There is a persistent sense of barrenness in the text, of empty fields under snowcover and hearts emptied out of all substance. Pushkin tells us the dead body of Eugene’s friend Lensky, killed in their duel over Tatiania, resembles an empty house and Eugene himself seems hollow, a representative of a dissipated generation. In Mitchell’s translation, Pushkin, the former Decembrist, describes Modern Man: “With his depraved, immoral soul/ Dried up and egotistical/ To dreaming endlessly addicted/ With his embittered, seething mind/ To futile enterprise consigned”. This comes as Tatiana, visiting Eugene’s empty room, comes across his books.Eugene reads Byron and the romantics; Tatiana reads the novelists of the eighteenth century like Richardson and Rousseau; and that tells you everything you need to know about the differences between the two of them.

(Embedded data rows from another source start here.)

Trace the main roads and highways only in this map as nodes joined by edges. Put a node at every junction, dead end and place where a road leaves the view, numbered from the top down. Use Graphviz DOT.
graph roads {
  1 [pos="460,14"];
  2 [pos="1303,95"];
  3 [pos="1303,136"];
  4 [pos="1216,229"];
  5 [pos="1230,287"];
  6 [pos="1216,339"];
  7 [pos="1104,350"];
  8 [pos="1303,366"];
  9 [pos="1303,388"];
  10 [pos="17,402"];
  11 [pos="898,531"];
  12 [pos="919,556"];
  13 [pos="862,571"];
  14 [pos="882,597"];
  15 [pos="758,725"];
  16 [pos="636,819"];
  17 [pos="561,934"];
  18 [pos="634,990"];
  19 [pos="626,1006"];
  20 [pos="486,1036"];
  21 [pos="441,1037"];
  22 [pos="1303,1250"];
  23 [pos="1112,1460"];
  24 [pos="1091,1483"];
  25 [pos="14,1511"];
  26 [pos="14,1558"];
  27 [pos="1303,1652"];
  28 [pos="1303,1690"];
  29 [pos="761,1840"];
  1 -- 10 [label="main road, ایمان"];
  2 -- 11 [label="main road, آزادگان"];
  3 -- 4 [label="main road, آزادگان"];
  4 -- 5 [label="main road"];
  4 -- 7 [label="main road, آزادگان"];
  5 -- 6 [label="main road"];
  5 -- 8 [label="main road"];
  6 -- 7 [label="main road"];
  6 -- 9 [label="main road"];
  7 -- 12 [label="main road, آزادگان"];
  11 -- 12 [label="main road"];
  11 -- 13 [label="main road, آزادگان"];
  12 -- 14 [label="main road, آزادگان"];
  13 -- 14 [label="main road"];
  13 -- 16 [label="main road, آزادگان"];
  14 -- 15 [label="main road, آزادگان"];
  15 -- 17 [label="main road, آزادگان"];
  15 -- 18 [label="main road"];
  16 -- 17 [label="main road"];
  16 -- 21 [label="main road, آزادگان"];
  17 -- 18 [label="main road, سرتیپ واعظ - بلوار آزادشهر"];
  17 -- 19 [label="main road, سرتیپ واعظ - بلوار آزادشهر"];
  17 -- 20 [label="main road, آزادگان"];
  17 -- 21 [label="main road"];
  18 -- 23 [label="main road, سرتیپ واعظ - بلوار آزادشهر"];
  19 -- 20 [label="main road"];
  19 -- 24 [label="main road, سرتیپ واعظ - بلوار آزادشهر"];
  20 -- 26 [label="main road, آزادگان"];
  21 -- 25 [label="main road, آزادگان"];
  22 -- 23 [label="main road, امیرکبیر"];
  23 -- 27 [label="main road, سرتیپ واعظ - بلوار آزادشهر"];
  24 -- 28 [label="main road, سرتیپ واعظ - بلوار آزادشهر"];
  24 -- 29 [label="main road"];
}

The scene of the duel between Lansky and Eugene underscores the meaninglessness of their supposed values and eerily prefigures Pushkin’s own death in a duel over his wife. Lansky dies for honor, which he otherwise lacks, and Eugene kills him over Olga, who he’s not interested in. The novel seems pointlessly circular: Eugene rejects the love of Tatiana, who goes on to reject his affections. There’s a larger meaning in that what prevents the characters from feeling and loving one another seems to be merely the anti-values that a dissolute generation calls progress. Puskin’s irony and poetry keeps all of this from becoming didactic or bitter, but there’s an uneasy question lying beneath the surface: What if all the culture we’ve obtained makes us no wiser about living?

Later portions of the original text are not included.